Judges With Guns

The Punjab Police has broken all previous records of brutality this year as more than 430 suspects have been killed in police encounters. Fake encounters are not a new phenomenon in this province where the powerful police are governed by their own law and accountability does not extend to the criminals that are killed extra-judicially. For some of the hardened criminals, who are unlucky to face the police in these ‘encounters’ the police remains the judge, jury and justice. The pace and style of executions reflects that the law-enforcement agency has been carrying out the orders of the political leadership, that would take any measures to retain law and order in their territory.

Just because the men dying are assumed to be criminals does not make these actions right. They are Pakistani citizens and have the right to justice and due process. The Police should be legally prosecuted for extra-judicial killing. These are not just a handful of chance encounters.

The numbers of men killed are too high for the matter to be dismissed. While the police shoots-on-sight, the government seems to have tuned a deaf ear to the problem. It is its responsibility to strengthen the justice system so the criminals can be tried in the courts instead of them dying before being able to defend themselves. Of course, this is not in the interest of the police.
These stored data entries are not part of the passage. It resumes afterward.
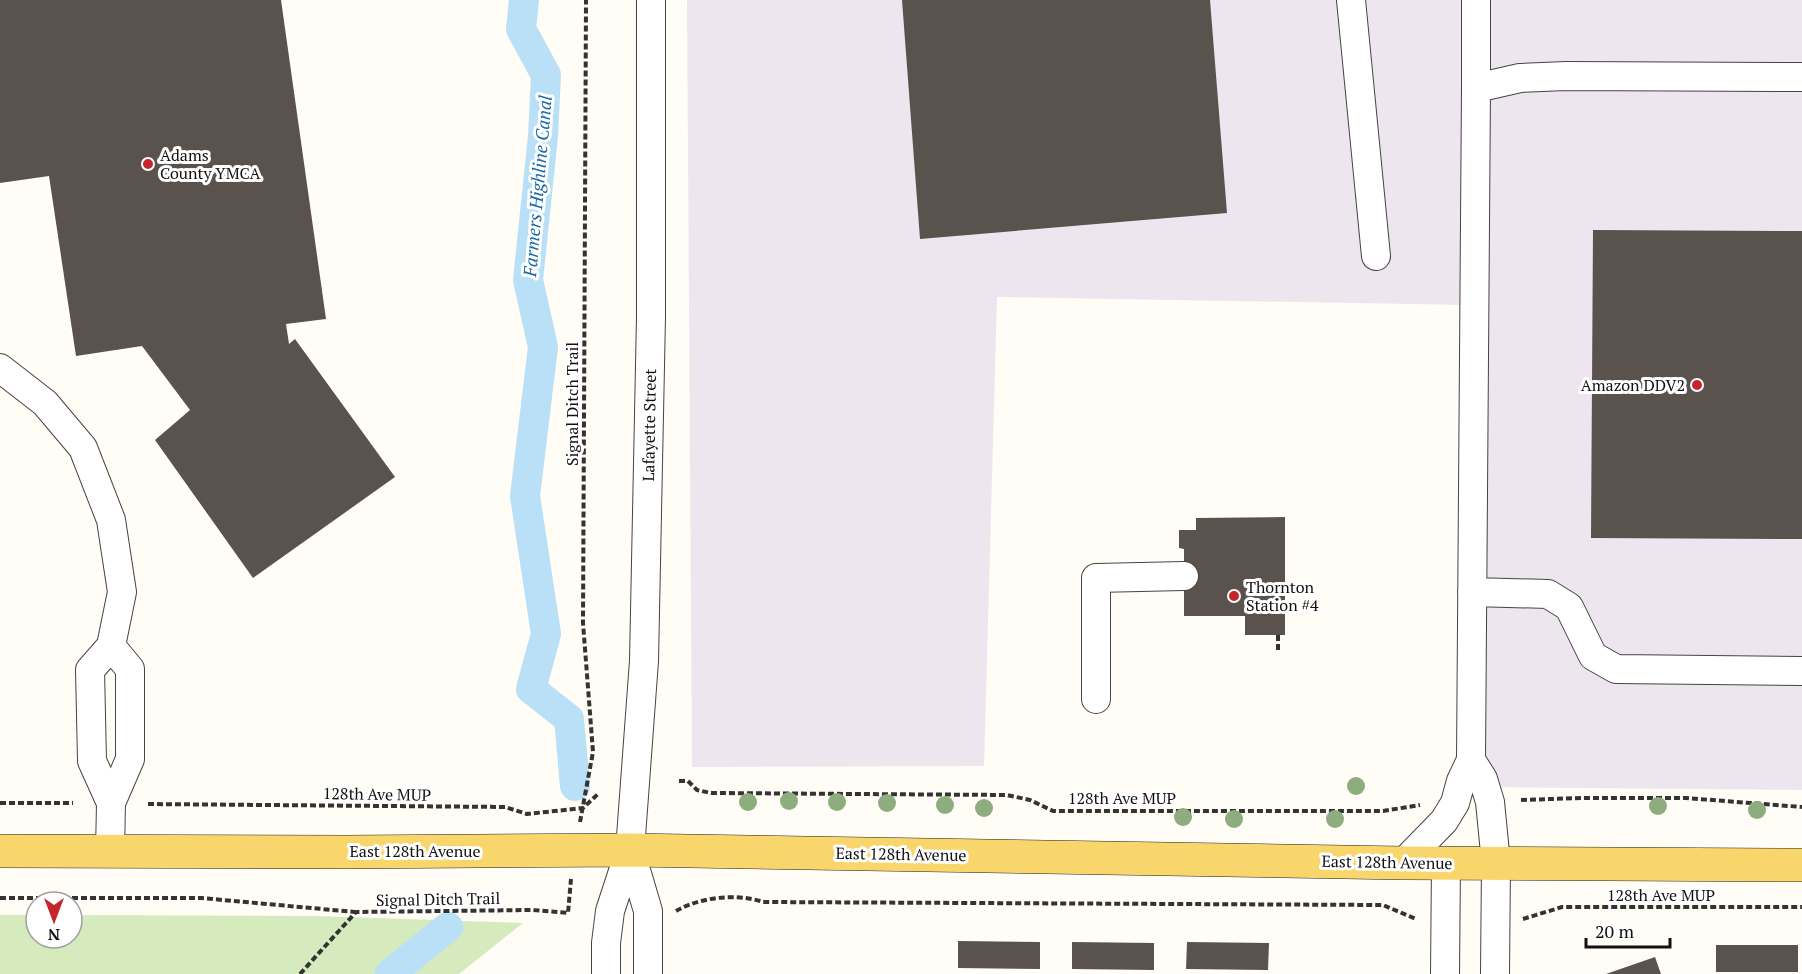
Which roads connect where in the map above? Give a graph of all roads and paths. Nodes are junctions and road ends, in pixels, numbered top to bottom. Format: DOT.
graph roads {
  1 [pos="586,0"];
  2 [pos="651,0"];
  3 [pos="1351,0"];
  4 [pos="1476,0"];
  5 [pos="1802,78"];
  6 [pos="1476,88"];
  7 [pos="1376,256"];
  8 [pos="0,368"];
  9 [pos="1184,576"];
  10 [pos="1472,592"];
  11 [pos="1278,635"];
  12 [pos="111,646"];
  13 [pos="1278,652"];
  14 [pos="1802,671"];
  15 [pos="1096,699"];
  16 [pos="1471,760"];
  17 [pos="679,781"];
  18 [pos="599,793"];
  19 [pos="1521,800"];
  20 [pos="0,803"];
  21 [pos="73,803"];
  22 [pos="111,803"];
  23 [pos="148,804"];
  24 [pos="1428,805"];
  25 [pos="1802,807"];
  26 [pos="583,808"];
  27 [pos="630,850"];
  28 [pos="0,851"];
  29 [pos="110,852"];
  30 [pos="1403,863"];
  31 [pos="1446,863"];
  32 [pos="1496,863"];
  33 [pos="1802,865"];
  34 [pos="0,898"];
  35 [pos="1802,908"];
  36 [pos="674,911"];
  37 [pos="356,912"];
  38 [pos="568,913"];
  39 [pos="1416,919"];
  40 [pos="1522,920"];
  41 [pos="300,974"];
  42 [pos="606,974"];
  43 [pos="648,974"];
  44 [pos="1445,974"];
  45 [pos="1495,974"];
  1 -- 26 [label="path, Signal Ditch Trail"];
  2 -- 27 [label="street, Lafayette Street"];
  3 -- 7 [label="street"];
  4 -- 6 [label="street"];
  5 -- 6 [label="street"];
  6 -- 10 [label="street"];
  8 -- 12 [label="street"];
  9 -- 15 [label="street"];
  10 -- 14 [label="street"];
  10 -- 16 [label="street"];
  11 -- 13 [label="path"];
  12 -- 22 [label="street"];
  12 -- 22 [label="street"];
  16 -- 30 [label="street"];
  16 -- 32 [label="street"];
  17 -- 24 [label="path, 128th Ave MUP"];
  18 -- 26 [label="path"];
  19 -- 25 [label="path"];
  20 -- 21 [label="path"];
  22 -- 29 [label="street"];
  23 -- 26 [label="path, 128th Ave MUP"];
  27 -- 29 [label="main road, East 128th Avenue"];
  27 -- 30 [label="main road, East 128th Avenue"];
  27 -- 42 [label="street, Lafayette Street"];
  27 -- 43 [label="street, Lafayette Street"];
  28 -- 29 [label="main road, East 128th Avenue"];
  30 -- 31 [label="main road, East 128th Avenue"];
  31 -- 32 [label="main road, East 128th Avenue"];
  31 -- 44 [label="street"];
  32 -- 33 [label="main road, East 128th Avenue"];
  32 -- 45 [label="street"];
  34 -- 37 [label="path"];
  35 -- 40 [label="path, 128th Ave MUP"];
  36 -- 39 [label="path"];
  37 -- 38 [label="path, Signal Ditch Trail"];
  37 -- 41 [label="path, Signal Ditch Trail"];
}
If given a voice, the accused would expose the large scale use of torture and violence of the police, requiring a overhaul of the rusting system.

A senior police official has maintained that the campaign of police encounters was intensified as part of the National Action Plan (NAP) to purge the society from hardened criminals and hardcore militants. Is this the Punjab equivalent of the Karachi operation carried out by the Rangers? If so why is it happening in such a covert and extra-judicial manner? The NAP has become an easy excuse of law enforcement to justify its illegal actions.

Insiders have stated that the militants are handed over to the law-enforcement agency for ‘necessary action’ after being investigated thoroughly by intelligence operatives. These kinds of encounters go against every human right, where people are gunned out without having any chance of retribution. If Pakistan has officially allowed capital punishment and execution of criminals, it is only through the proper channel of courts and hearings and pleas. Police brutality is not one of these channels.